Pettitte is not some journeyman starter. He's an accomplished postseason pitcher who has pitched the most playoff games and innings in baseball history and has 15 playoff wins, tied for most with John Smoltz. In addition, he has closed out four playoff series, including the ALDS against the Twins this year.

He is well rested and a pitcher who is more than capable of doing the job and is properly being given that opportunity.

Should Pettitte succeed, the Yankees will be better off for the World Series.

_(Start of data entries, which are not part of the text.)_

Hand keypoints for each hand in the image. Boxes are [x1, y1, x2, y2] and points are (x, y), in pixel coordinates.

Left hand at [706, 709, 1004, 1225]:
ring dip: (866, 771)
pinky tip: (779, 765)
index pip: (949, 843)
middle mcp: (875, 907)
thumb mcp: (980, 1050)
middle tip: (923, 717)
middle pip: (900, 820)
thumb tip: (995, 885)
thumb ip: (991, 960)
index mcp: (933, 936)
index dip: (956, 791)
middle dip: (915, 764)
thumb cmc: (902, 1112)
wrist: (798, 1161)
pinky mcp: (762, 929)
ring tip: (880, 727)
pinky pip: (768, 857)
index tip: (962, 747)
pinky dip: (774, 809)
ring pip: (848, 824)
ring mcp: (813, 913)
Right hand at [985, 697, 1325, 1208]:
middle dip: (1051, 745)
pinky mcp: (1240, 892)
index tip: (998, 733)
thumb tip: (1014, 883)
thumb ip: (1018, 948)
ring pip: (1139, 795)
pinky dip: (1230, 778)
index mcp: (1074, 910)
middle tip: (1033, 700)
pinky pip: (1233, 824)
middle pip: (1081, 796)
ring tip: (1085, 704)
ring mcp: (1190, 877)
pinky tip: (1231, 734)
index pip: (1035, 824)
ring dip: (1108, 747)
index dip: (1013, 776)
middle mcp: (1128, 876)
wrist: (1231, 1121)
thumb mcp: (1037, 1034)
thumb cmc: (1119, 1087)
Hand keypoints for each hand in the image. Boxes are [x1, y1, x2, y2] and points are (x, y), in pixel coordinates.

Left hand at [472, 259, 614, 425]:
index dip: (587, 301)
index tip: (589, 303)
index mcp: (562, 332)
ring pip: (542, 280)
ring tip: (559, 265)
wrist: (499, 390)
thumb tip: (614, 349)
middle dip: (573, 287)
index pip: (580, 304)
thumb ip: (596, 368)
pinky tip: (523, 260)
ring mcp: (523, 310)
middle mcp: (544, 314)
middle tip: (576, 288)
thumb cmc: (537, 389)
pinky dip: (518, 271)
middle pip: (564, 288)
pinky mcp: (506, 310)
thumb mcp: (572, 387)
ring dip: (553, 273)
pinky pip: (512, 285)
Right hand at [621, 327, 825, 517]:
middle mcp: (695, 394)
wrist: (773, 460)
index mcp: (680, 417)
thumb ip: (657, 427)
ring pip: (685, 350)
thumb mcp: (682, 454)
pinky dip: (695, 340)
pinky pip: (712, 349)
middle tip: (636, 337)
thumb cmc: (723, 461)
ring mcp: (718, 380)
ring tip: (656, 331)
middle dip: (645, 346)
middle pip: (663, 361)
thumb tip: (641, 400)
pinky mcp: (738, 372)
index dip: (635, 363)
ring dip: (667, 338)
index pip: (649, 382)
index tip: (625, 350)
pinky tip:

And if the Yankees don't win Game 6, well, their have their best pitcher on the mound and fully rested in Game 7.

It would have been pure folly to push Pettitte back.

But perhaps the player that will benefit most from the rainout is the struggling Nick Swisher.

To say it's been a bad postseason so far for Swish is an understatement. He's just 3-for-31 (.097). He's been pressing, though he did put together a tough at-bat against Brian Fuentes before popping out to end Game 5.

According to WFAN's Sweeny Murti, Swisher said the Angels have been pitching him backwards, throwing fastballs early in the count and then throwing offspeed stuff even if they fall behind. The result has been Swisher has been out in front and chasing pitches out of the zone.

Baseball is a game of constant adjustments. Swish has identified an adjustment he has to make and the rainout allowed Swisher to catch a break and spend Saturday working in the batting cages with hitting coach Kevin Long to get his swing and mind back on track.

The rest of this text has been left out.